* **PROBLEM TO SOLVE**: Could you copy every line in the listing below that has the word "High"?

BEGIN RECORDS TO PROCESS

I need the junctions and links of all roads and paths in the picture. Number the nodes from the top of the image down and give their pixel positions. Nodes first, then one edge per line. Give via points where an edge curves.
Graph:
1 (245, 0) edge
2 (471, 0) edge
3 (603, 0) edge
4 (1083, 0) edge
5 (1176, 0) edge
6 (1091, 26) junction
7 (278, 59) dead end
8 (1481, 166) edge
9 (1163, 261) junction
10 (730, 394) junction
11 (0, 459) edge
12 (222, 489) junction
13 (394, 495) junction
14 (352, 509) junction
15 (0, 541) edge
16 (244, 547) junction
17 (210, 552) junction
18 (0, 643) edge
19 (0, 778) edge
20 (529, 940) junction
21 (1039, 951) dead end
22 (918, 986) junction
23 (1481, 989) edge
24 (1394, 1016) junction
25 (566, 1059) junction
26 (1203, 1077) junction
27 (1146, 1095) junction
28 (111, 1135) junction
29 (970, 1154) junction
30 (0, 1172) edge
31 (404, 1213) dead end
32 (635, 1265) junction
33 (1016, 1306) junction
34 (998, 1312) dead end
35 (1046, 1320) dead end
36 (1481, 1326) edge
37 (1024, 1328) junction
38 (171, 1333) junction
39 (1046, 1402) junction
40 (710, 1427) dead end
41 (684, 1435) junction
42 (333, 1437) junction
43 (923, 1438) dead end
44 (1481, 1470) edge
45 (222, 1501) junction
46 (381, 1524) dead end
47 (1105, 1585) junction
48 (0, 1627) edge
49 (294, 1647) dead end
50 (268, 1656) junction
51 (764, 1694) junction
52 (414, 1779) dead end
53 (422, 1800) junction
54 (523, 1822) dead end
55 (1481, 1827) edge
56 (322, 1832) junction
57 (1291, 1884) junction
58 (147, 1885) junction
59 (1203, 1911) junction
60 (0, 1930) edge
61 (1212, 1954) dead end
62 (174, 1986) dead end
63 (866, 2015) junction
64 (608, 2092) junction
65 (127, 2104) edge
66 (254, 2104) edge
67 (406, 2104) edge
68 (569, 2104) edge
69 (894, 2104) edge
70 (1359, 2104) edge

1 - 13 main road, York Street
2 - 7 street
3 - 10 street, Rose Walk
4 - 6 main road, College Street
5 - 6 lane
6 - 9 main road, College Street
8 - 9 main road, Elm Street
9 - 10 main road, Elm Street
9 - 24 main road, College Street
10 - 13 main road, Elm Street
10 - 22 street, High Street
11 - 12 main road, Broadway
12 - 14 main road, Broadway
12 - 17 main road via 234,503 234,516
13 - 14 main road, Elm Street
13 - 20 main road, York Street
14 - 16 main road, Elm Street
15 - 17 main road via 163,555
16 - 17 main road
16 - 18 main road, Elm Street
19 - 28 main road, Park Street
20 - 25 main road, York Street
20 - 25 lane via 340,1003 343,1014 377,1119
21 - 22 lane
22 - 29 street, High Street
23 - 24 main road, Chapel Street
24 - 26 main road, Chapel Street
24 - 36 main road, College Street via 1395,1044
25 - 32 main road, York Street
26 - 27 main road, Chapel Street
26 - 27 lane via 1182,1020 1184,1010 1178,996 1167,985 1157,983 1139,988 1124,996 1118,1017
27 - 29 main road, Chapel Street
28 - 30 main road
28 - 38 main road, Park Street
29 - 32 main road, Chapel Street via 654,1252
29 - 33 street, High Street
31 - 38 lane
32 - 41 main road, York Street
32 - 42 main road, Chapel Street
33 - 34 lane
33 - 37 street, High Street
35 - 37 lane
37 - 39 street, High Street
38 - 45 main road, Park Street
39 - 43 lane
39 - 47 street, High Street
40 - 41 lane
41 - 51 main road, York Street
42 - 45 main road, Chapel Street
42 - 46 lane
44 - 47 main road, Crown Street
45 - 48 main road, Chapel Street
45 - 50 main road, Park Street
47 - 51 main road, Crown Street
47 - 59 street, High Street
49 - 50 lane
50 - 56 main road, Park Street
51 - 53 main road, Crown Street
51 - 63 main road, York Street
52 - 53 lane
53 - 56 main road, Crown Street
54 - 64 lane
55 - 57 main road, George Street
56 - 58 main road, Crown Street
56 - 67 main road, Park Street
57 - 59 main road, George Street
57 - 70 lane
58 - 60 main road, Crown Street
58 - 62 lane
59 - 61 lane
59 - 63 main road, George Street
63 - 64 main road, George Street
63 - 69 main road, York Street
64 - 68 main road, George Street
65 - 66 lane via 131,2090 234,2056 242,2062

END RECORDS TO PROCESS

* **EXERCISE SOLUTION**:
10 - 22 street, High Street
22 - 29 street, High Street
29 - 33 street, High Street
33 - 37 street, High Street
37 - 39 street, High Street
39 - 47 street, High Street
47 - 59 street, High Street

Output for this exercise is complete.